Assignment – Please count every line of the following material that holds "above" and give the total alone.
╭──
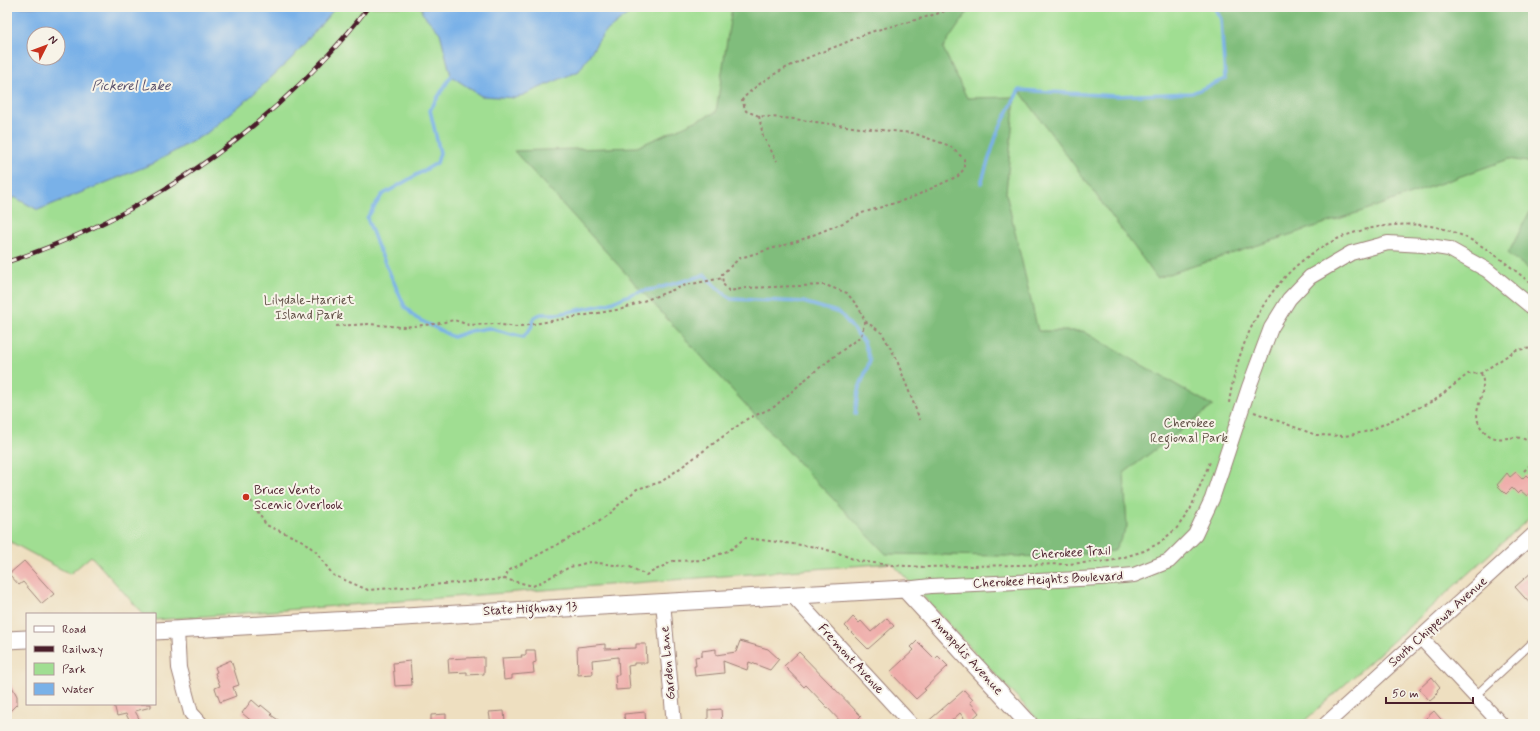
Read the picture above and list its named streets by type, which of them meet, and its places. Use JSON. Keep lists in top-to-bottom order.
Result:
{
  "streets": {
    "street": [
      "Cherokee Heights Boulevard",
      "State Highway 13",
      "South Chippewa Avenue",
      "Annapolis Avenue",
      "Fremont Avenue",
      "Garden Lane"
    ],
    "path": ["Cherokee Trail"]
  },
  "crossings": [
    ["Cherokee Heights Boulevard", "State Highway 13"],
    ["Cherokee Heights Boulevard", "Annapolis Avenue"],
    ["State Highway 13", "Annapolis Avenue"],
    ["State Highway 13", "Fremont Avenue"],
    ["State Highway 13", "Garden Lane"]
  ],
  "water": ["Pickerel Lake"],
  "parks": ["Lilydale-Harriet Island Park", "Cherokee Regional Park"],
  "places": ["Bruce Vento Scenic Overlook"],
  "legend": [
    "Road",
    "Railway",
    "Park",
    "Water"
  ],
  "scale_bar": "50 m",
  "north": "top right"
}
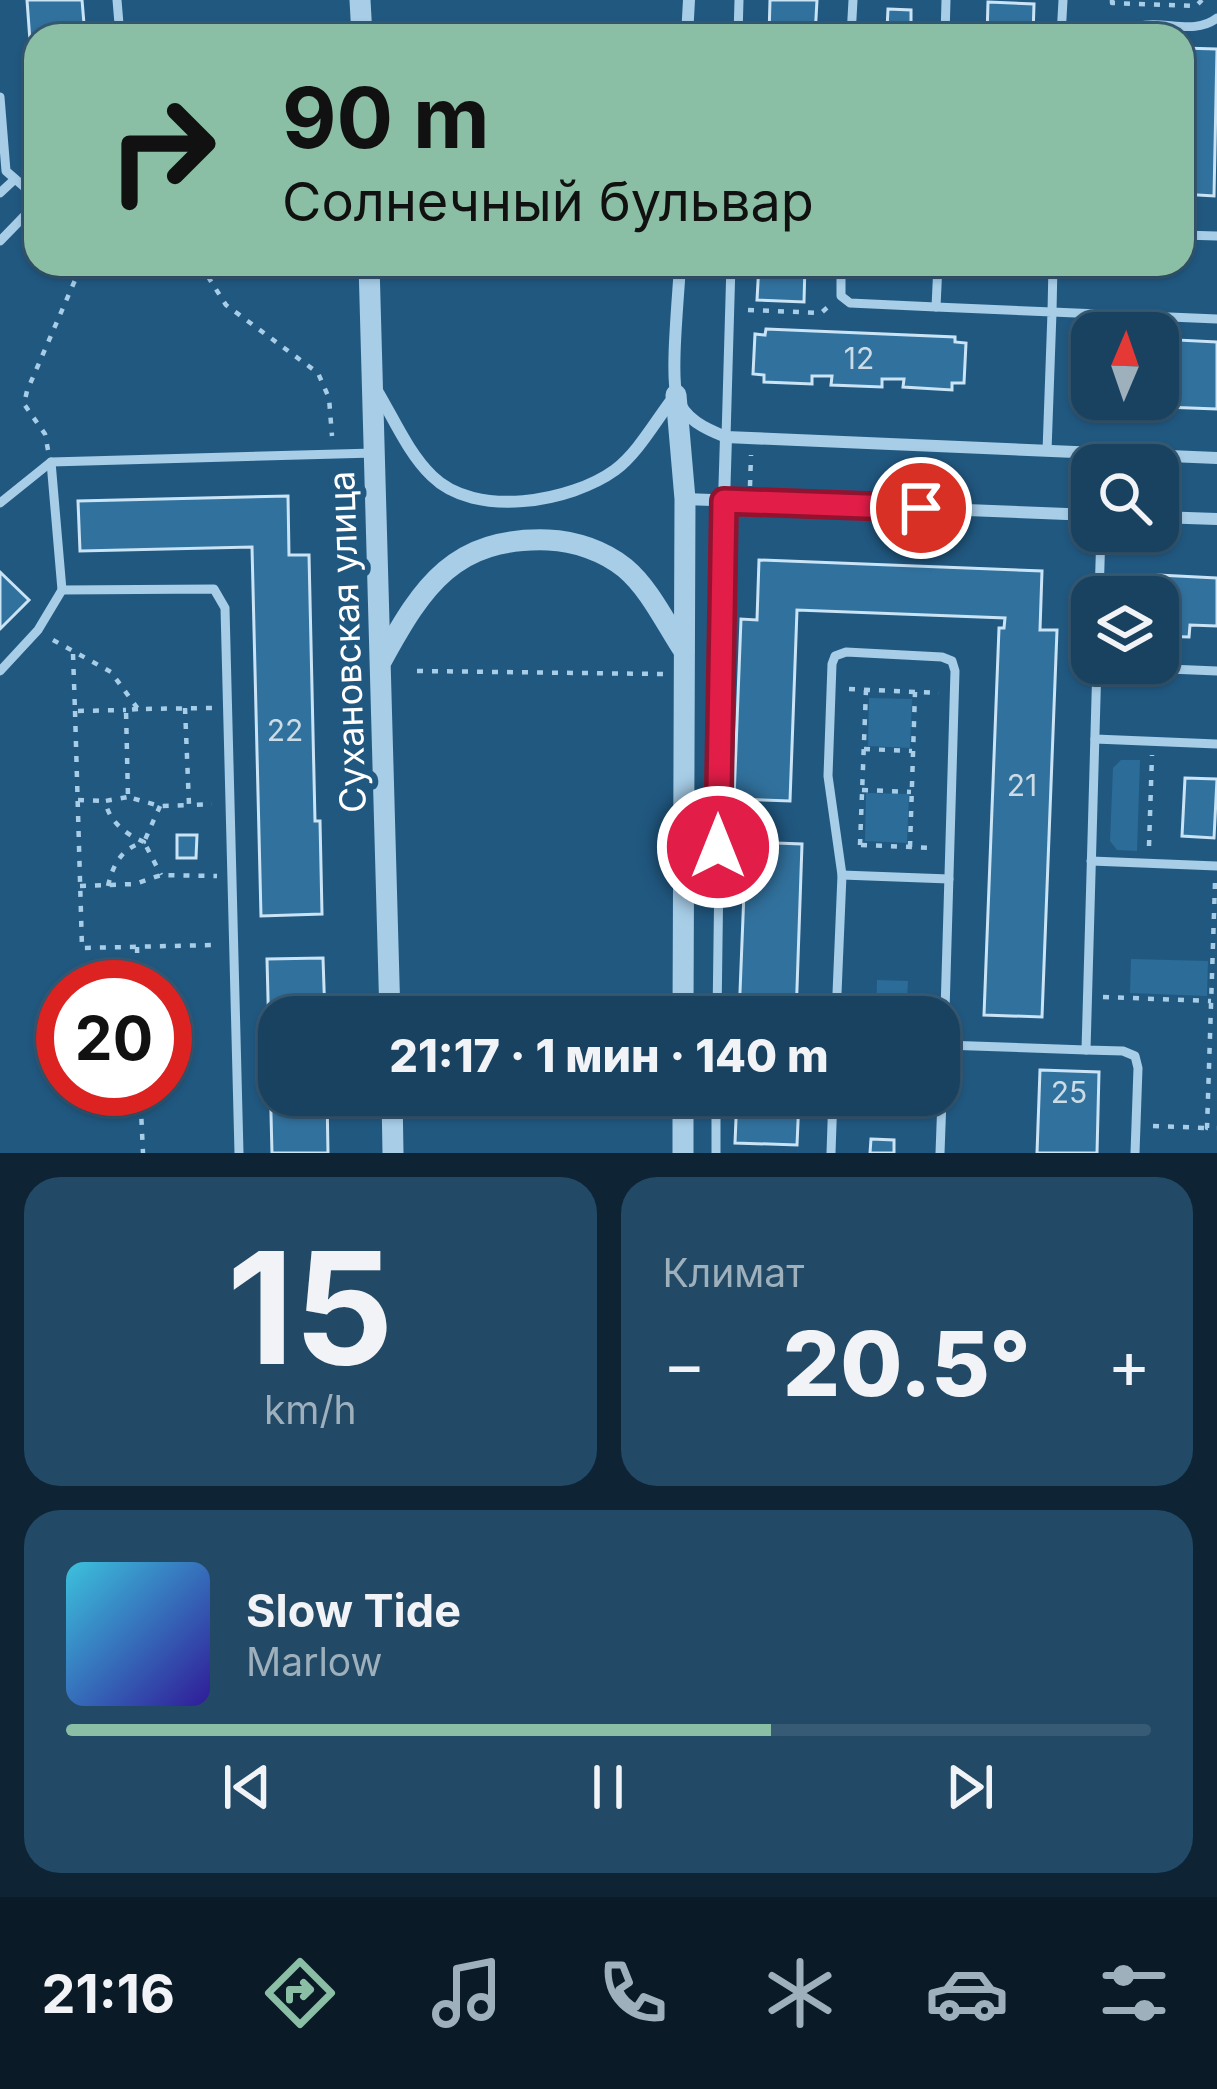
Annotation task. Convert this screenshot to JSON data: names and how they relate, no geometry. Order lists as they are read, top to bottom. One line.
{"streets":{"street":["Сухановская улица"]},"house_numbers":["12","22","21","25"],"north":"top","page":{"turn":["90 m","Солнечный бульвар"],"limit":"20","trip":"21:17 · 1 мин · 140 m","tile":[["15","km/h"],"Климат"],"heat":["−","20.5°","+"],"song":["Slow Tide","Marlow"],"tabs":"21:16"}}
╰──
╭──
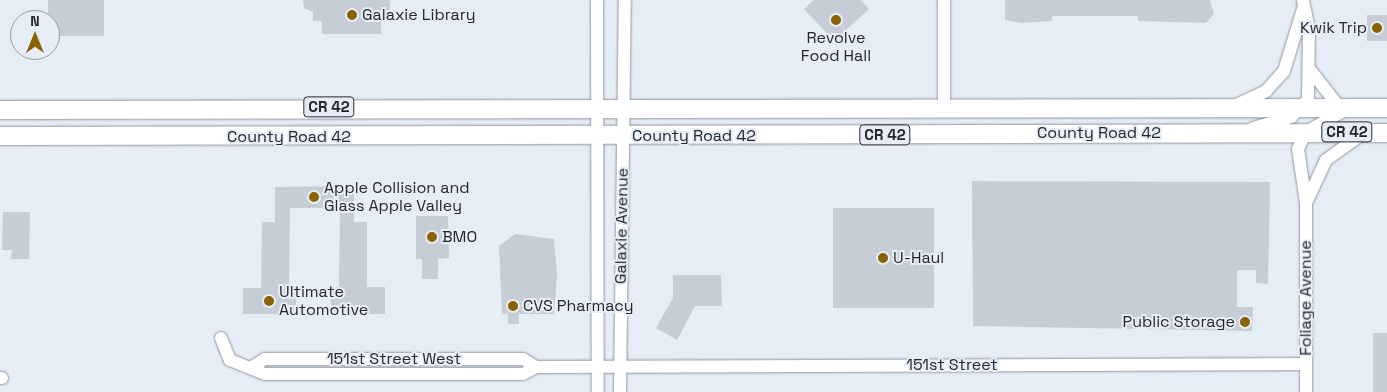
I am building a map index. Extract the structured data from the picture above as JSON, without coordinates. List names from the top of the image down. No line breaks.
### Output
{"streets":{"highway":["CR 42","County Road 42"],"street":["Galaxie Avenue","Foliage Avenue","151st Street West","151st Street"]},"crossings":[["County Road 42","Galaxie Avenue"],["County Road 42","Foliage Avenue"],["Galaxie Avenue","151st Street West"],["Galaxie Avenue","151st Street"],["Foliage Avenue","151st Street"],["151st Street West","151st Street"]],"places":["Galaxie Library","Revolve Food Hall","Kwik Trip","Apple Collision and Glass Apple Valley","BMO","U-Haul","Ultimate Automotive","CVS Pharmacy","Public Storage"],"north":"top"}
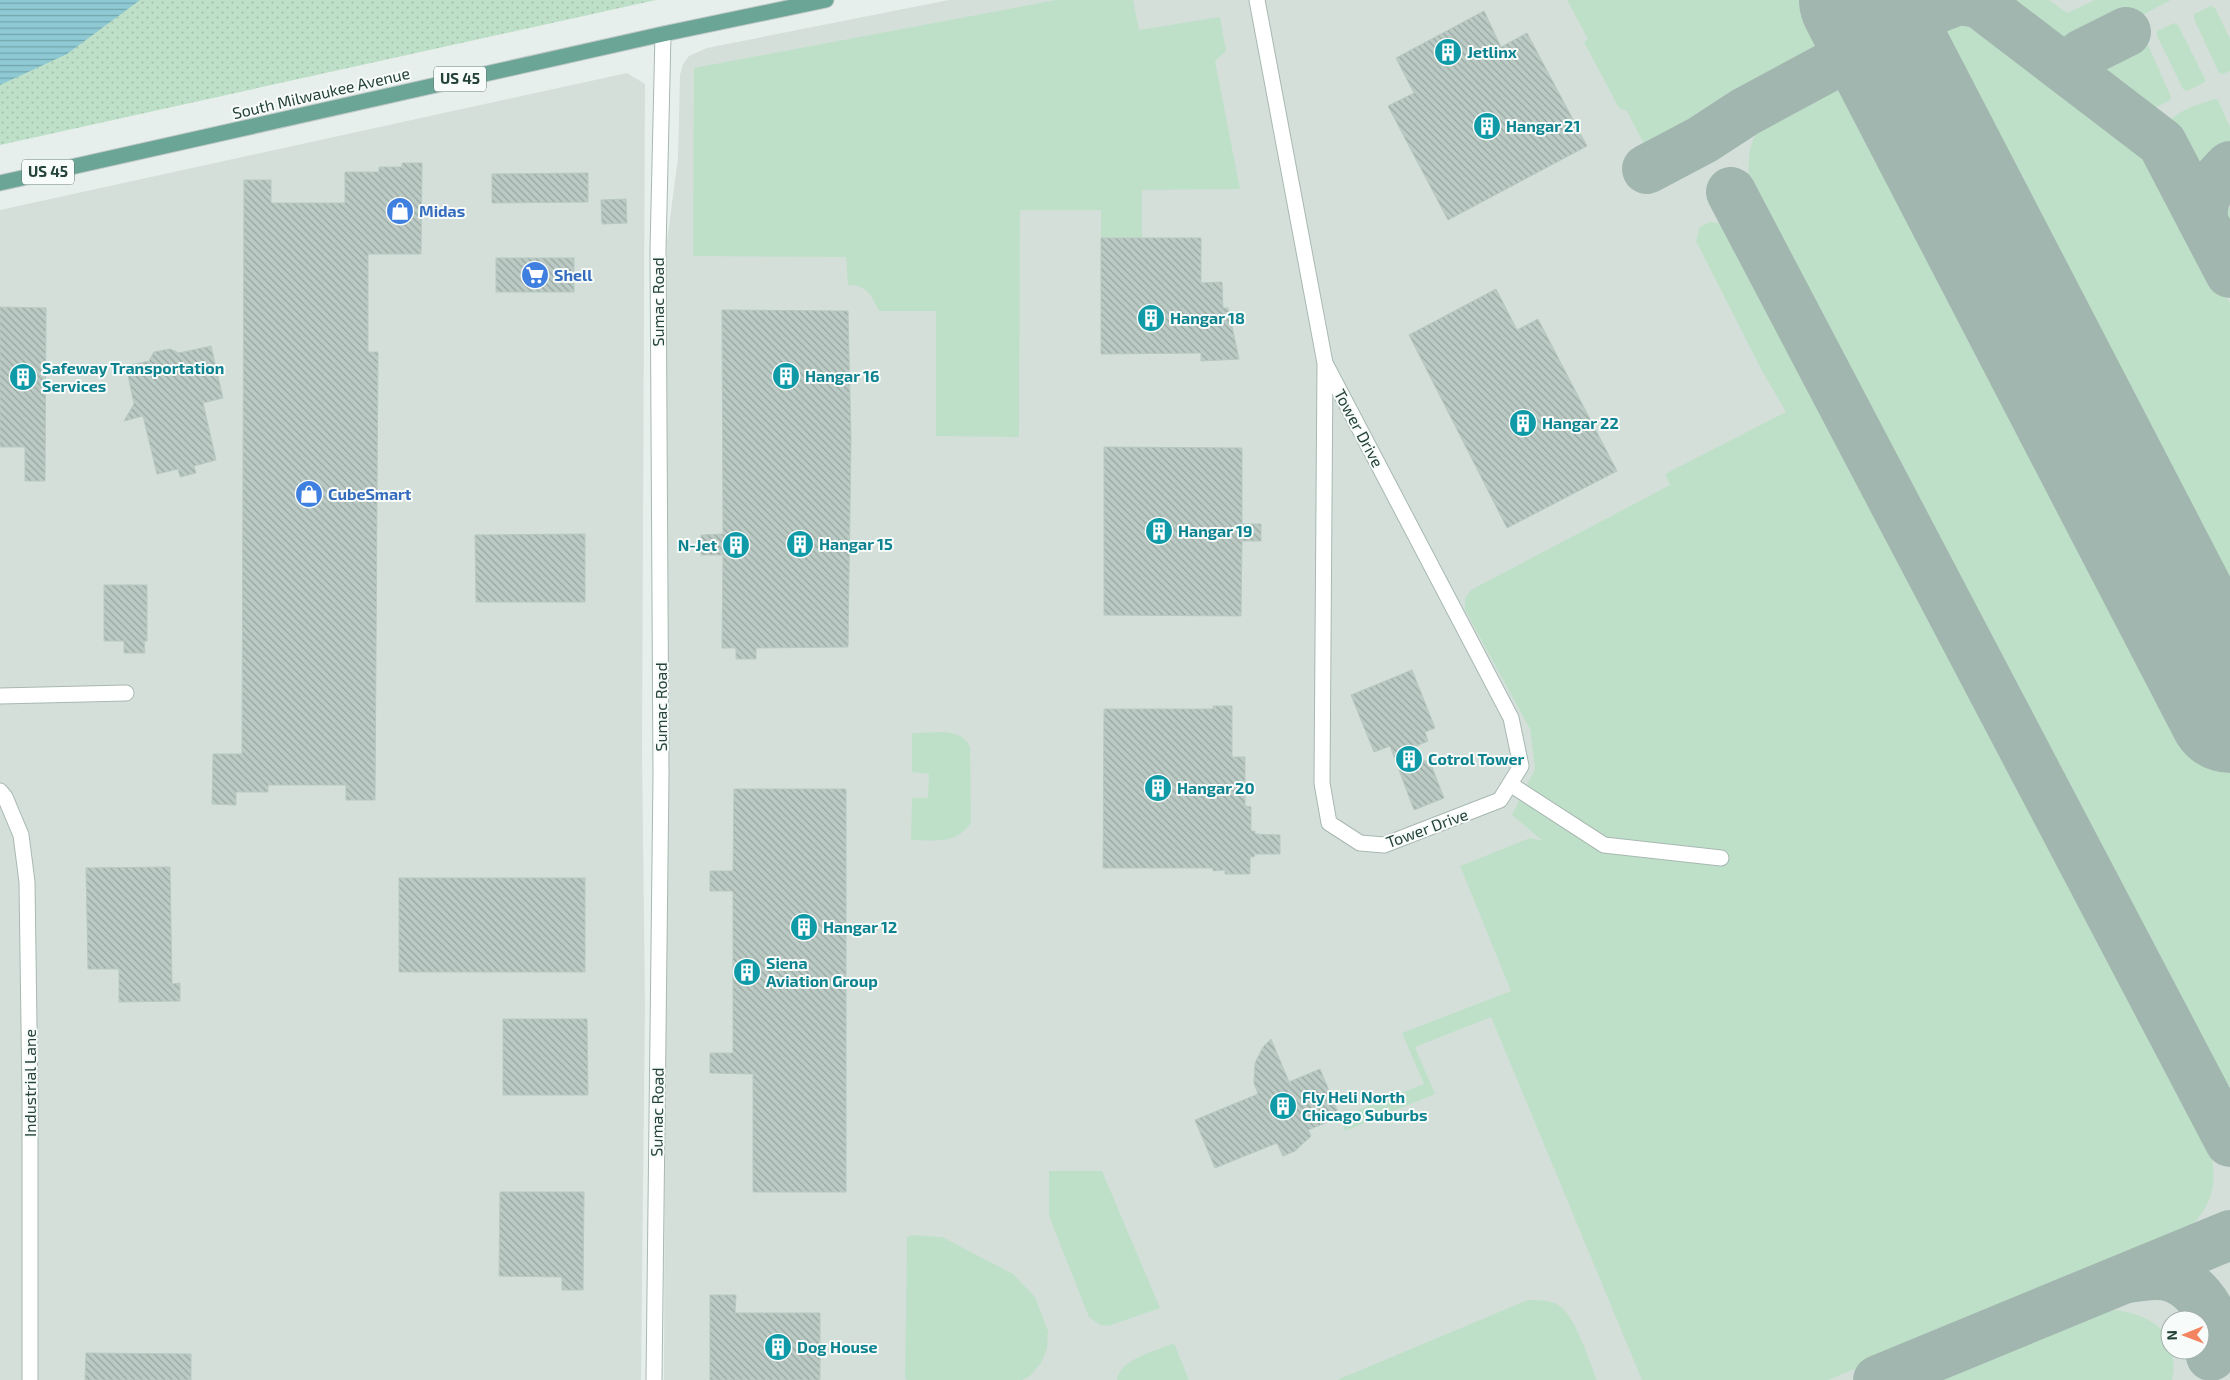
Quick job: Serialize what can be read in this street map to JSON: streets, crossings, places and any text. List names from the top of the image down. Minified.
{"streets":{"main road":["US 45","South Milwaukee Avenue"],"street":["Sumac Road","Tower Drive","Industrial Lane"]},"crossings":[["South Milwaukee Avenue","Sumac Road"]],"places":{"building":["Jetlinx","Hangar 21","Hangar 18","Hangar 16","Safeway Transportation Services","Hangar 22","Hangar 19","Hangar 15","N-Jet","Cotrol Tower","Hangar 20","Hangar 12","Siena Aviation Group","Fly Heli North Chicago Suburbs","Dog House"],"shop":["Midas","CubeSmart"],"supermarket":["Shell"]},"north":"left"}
╰──
Written response – 2